Only lines containing "main" belong in the answer, each copied from the entries below.

Content starts

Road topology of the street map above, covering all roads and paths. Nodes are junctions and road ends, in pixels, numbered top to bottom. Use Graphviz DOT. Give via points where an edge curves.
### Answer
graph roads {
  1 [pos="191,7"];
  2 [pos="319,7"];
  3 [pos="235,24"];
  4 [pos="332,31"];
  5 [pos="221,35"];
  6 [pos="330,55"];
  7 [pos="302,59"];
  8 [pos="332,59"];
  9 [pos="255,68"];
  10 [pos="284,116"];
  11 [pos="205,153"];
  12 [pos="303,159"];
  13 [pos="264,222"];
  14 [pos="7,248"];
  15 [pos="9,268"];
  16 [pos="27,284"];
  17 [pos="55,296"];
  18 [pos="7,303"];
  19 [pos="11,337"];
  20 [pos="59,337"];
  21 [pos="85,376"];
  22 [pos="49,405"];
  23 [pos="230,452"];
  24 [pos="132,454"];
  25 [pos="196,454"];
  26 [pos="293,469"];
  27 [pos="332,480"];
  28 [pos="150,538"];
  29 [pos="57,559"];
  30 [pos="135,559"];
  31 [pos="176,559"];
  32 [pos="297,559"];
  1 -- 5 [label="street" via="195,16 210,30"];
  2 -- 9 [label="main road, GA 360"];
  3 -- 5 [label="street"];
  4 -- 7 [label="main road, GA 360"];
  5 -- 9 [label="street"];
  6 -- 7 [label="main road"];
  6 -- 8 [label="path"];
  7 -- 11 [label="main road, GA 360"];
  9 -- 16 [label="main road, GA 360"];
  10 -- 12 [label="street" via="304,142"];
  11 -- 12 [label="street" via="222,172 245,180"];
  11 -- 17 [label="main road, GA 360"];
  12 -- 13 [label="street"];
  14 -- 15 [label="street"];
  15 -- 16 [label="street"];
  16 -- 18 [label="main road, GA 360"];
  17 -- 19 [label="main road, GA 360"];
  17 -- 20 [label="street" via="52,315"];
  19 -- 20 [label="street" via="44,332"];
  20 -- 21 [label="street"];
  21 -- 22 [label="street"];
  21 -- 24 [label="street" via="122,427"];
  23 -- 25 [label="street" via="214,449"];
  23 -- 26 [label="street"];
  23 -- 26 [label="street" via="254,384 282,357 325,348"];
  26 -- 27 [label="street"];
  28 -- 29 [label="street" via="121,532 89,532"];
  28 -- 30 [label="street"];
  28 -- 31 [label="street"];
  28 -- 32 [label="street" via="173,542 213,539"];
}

Content ends

*SOLUTION*:
  2 -- 9 [label="main road, GA 360"];
  4 -- 7 [label="main road, GA 360"];
  6 -- 7 [label="main road"];
  7 -- 11 [label="main road, GA 360"];
  9 -- 16 [label="main road, GA 360"];
  11 -- 17 [label="main road, GA 360"];
  16 -- 18 [label="main road, GA 360"];
  17 -- 19 [label="main road, GA 360"];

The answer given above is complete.